*** EXTRACTED MATERIAL ***

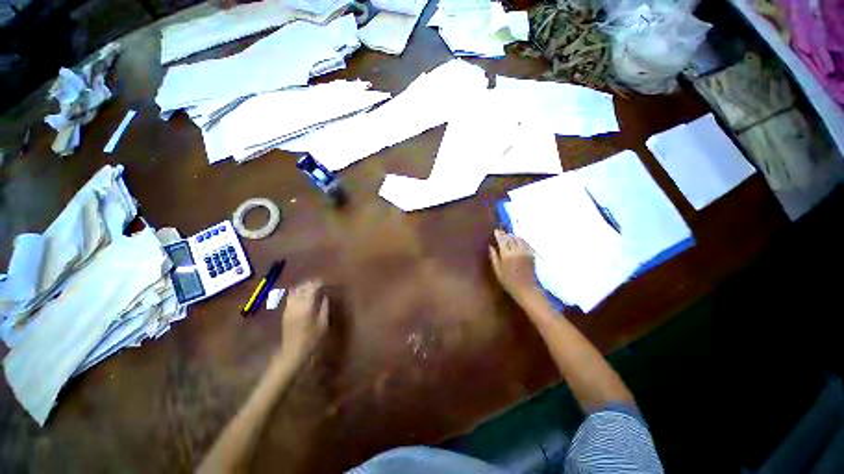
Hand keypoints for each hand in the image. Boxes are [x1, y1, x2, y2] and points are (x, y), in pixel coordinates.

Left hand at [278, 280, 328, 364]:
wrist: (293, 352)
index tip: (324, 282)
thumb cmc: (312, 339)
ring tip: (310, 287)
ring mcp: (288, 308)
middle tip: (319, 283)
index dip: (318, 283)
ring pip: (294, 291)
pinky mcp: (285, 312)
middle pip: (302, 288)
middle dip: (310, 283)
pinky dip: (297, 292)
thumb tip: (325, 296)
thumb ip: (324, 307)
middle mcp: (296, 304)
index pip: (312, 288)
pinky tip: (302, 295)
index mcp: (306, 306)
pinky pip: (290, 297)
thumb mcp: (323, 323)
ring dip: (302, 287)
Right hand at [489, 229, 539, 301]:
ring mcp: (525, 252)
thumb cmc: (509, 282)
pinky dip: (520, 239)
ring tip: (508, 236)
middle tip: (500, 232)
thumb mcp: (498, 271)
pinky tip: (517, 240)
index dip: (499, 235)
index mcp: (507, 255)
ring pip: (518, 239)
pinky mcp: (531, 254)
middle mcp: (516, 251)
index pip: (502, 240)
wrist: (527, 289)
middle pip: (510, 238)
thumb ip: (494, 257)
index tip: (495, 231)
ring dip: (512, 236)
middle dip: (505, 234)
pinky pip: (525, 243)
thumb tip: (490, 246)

***
*** EXTRACTED MATERIAL ***

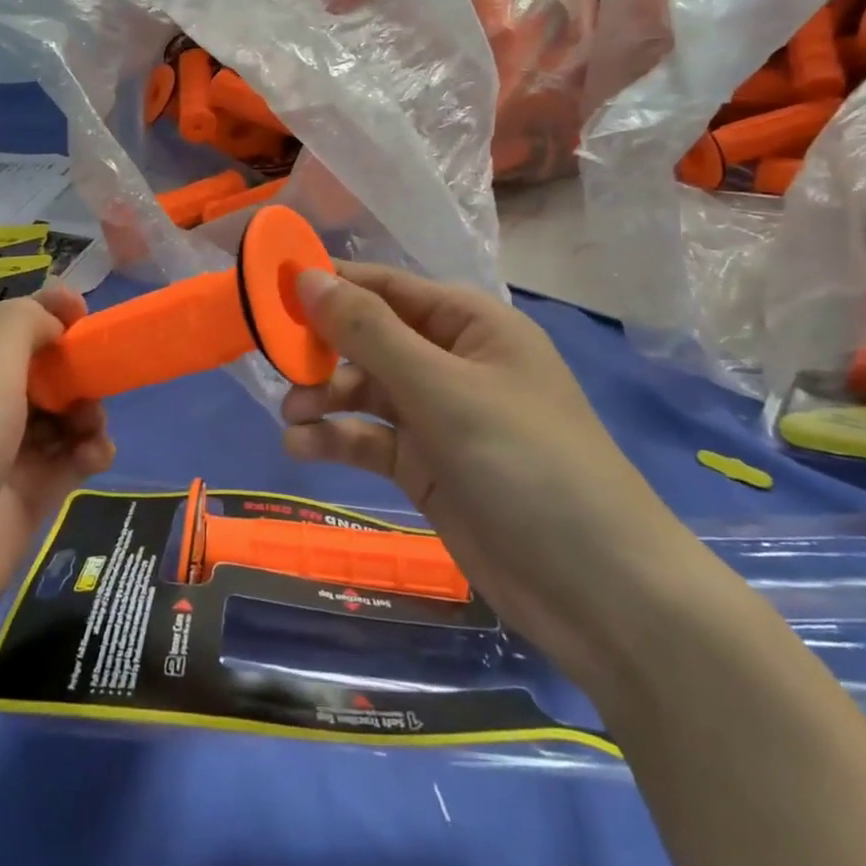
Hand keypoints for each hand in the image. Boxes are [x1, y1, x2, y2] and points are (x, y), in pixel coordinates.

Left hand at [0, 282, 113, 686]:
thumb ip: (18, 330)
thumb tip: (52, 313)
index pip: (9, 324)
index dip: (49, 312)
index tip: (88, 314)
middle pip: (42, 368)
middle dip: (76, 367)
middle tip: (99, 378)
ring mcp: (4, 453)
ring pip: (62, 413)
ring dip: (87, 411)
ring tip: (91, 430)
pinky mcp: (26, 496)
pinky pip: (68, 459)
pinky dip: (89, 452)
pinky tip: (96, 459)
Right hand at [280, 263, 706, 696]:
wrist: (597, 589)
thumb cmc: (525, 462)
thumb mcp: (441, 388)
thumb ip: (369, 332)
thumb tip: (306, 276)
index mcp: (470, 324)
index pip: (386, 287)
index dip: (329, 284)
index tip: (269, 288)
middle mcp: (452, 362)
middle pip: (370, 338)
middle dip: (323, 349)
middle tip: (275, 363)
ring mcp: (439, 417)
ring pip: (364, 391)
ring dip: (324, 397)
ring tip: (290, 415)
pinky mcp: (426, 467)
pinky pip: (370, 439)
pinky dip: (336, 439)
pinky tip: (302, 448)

***

**YOUR INSTRUCTIONS:** What are the lines, exactly as written above, from the line with "middle dip: (310, 283)" to the line with "thumb tip: (490, 246)", both included? Output only those.

**RESPONSE TO THIS EXERCISE:**
middle dip: (310, 283)
pinky dip: (297, 292)
thumb tip: (325, 296)
thumb ip: (324, 307)
middle mcp: (296, 304)
index pip: (312, 288)
pinky tip: (302, 295)
index mcp: (306, 306)
pinky pip: (290, 297)
thumb mcp: (323, 323)
ring dip: (302, 287)
Right hand at [489, 229, 539, 301]:
ring mcp: (525, 252)
thumb cmc: (509, 282)
pinky dip: (520, 239)
ring tip: (508, 236)
middle tip: (500, 232)
thumb mcp: (498, 271)
pinky tip: (517, 240)
index dip: (499, 235)
index mcp: (507, 255)
ring pip: (518, 239)
pinky mcp: (531, 254)
middle mcp: (516, 251)
index pip: (502, 240)
wrist: (527, 289)
middle pip: (510, 238)
thumb ip: (494, 257)
index tip: (495, 231)
ring dip: (512, 236)
middle dip: (505, 234)
pinky pip: (525, 243)
thumb tip: (490, 246)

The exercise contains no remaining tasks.